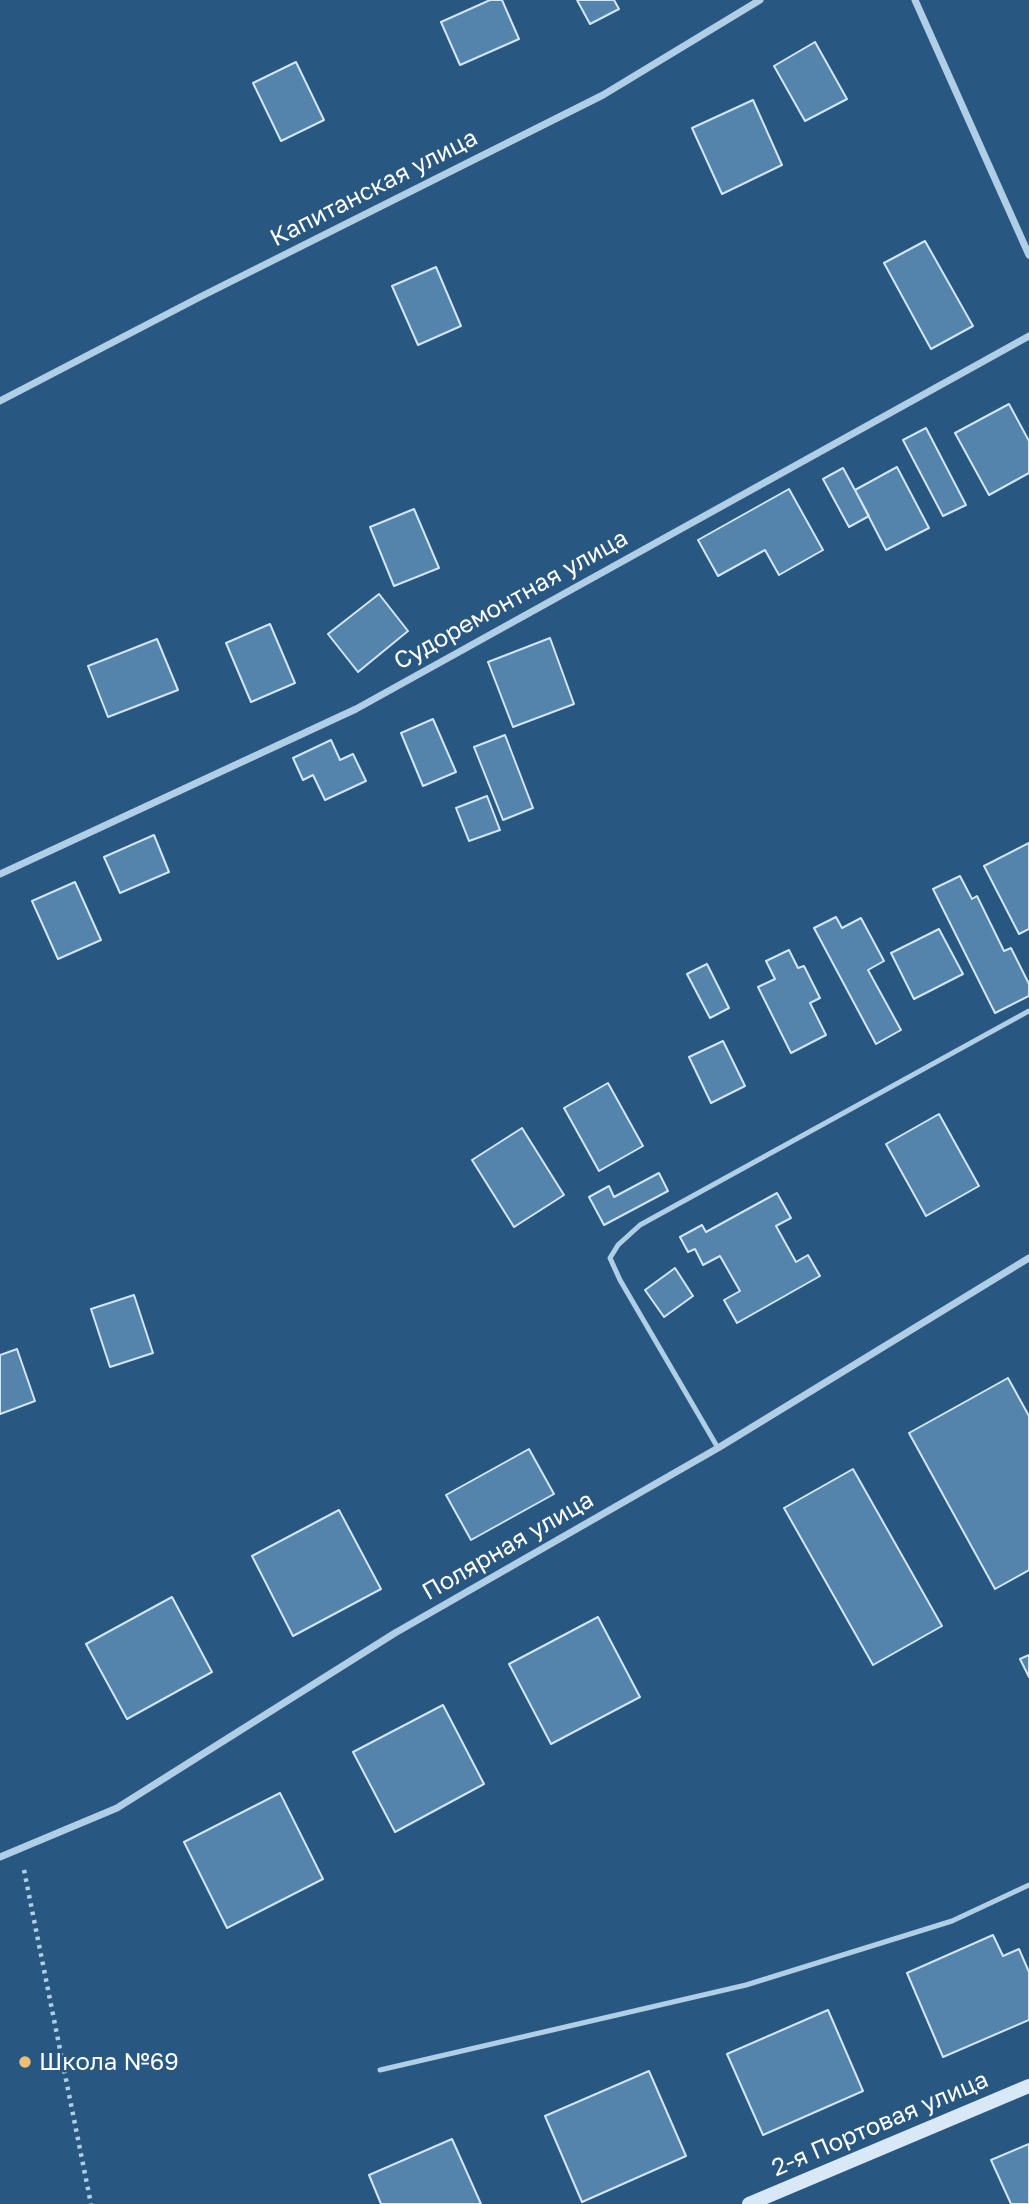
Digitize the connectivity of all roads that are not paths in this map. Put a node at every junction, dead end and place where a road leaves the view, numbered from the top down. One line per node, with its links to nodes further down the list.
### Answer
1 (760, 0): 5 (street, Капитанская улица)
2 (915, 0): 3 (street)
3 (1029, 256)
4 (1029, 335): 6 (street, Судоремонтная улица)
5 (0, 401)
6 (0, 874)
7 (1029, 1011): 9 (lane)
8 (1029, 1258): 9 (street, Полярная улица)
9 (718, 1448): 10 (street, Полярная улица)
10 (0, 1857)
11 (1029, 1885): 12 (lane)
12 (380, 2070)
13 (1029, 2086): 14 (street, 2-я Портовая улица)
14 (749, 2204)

**Task instructions**
Images do not belong in the copy; reproduce all other parts of the records above verbatim.

**Solution for this exercise**
Digitize the connectivity of all roads that are not paths in this map. Put a node at every junction, dead end and place where a road leaves the view, numbered from the top down. One line per node, with its links to nodes further down the list.
### Answer
1 (760, 0): 5 (street, Капитанская улица)
2 (915, 0): 3 (street)
3 (1029, 256)
4 (1029, 335): 6 (street, Судоремонтная улица)
5 (0, 401)
6 (0, 874)
7 (1029, 1011): 9 (lane)
8 (1029, 1258): 9 (street, Полярная улица)
9 (718, 1448): 10 (street, Полярная улица)
10 (0, 1857)
11 (1029, 1885): 12 (lane)
12 (380, 2070)
13 (1029, 2086): 14 (street, 2-я Портовая улица)
14 (749, 2204)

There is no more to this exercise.